LadyLushana: Berlant & Warner readings for Feeling Theory

Thursday, January 24, 2008

Berlant & Warner readings for Feeling Theory

Intimacy is a more troubling idea than Sex in Public. Within an intersectional analysis, it seems that sex and public seem to get some folks in trouble more than others. In referring to the Time Magazine piece on the future of the race/races, the writers offer this point: "But more than exploitation and racism are forgotten in this whirl of projection and suppression. Central to the transfiguration of the immigrant into a nostalgic image to shore up core national culture and allay white fears of minoritization is something that cannot speak its name, though its signature is everywhere: national heterosexuality" (549)

"...intimacy is publicly mediated..." (553)
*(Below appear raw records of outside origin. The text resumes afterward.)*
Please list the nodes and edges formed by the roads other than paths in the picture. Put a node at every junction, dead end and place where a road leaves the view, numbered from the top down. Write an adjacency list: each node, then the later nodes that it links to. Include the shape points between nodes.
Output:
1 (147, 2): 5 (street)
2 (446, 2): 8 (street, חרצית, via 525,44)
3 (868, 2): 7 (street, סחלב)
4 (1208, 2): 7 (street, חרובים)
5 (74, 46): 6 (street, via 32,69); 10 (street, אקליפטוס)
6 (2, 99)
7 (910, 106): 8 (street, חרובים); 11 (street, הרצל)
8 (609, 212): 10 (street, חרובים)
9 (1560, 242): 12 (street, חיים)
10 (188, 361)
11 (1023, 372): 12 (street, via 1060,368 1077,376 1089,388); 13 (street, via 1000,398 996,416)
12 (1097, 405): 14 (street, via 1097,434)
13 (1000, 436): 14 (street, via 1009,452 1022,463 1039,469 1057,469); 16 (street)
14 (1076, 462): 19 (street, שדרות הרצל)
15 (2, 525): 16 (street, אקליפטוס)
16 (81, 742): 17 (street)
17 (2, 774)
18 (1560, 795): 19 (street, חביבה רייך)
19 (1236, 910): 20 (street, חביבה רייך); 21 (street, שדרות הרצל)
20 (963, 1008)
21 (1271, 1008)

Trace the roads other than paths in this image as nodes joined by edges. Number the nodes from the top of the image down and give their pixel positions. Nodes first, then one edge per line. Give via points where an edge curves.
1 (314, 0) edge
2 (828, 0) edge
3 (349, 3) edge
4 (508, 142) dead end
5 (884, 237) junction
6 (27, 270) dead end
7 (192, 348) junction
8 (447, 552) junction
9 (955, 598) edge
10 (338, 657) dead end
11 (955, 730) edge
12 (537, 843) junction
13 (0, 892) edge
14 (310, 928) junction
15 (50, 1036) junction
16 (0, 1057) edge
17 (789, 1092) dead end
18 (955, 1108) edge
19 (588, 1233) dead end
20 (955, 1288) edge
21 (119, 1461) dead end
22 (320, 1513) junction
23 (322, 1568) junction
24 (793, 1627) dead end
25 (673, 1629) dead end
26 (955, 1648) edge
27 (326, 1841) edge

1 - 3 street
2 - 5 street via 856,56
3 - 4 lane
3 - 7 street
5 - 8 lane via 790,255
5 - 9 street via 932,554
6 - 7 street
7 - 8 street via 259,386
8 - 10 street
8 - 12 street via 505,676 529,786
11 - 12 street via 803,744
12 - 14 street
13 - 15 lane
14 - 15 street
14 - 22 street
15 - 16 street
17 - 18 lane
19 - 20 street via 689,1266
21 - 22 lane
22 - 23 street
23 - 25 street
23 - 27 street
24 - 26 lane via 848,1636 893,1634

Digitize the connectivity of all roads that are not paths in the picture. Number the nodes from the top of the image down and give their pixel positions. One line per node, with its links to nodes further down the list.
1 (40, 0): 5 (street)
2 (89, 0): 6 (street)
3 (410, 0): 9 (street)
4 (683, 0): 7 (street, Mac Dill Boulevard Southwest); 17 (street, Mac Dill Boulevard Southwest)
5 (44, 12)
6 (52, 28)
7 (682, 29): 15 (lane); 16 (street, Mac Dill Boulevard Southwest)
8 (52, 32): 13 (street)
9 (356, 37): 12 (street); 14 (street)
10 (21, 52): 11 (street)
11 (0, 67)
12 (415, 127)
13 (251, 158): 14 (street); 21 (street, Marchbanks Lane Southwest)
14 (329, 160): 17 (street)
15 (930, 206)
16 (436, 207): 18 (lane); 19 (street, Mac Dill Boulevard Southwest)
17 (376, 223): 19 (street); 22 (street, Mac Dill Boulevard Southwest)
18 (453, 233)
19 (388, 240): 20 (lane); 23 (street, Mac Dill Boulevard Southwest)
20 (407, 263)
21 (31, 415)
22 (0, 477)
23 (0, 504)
Berlant and Warner provocatively theorize against the notion that there is private sexuality/identities. Their ideas were lucid, but, somehow, I felt astonished and unsettled by what their argument implied. I do not position myself differently, really, because what they say about heteronormativity and entitlement to space, ideas, identity, and privilege are absolutely the truth. Heteronormativity cannot be linked to whiteness in some oversimplified way but it functions the way whiteness does in mainstream. It is invisible, private, individual, untainted by generalizations. It goes unracialized and unproblematicized. Critical studies in whiteness might be useful to our conversation because at the same time that Roediger and Lipsitz and others ask us to challenge whiteness and a privilege and a possession, the power of whiteness only seems to get more consolidated. Heteronormativity needs to be interrogated by those who benefit from it as well as those who seek to challenge it. Normal is not desired or sought after by the writers in so far as norms /normative connote conforming to dominate ideologies which regulate bodies, ideas and police our desires, our behaviors, our "moralities". Biddy Martin is very nice and cool, but she is also very LIBERAL. That is to say, all gays and lesbians do not want to challenge all social structures within a capitalist framework--some queer folks want to stop those structures that seem to just infringe on their rights (a false notion). It's the NIMBY attitude toward many issues. As long as I can prevent my house from burning down and my neighbors (since they jeopardize my house/safety/property), then I have done my civic duty. Heterosexuality as policy, praxis, assumption is equally insidious as assumptions about white privilege and might be more difficult to 'root out' since it is the scaffolding and the building (interior and exterior, private and public): how do we burn it down without all bodies flying out the windows?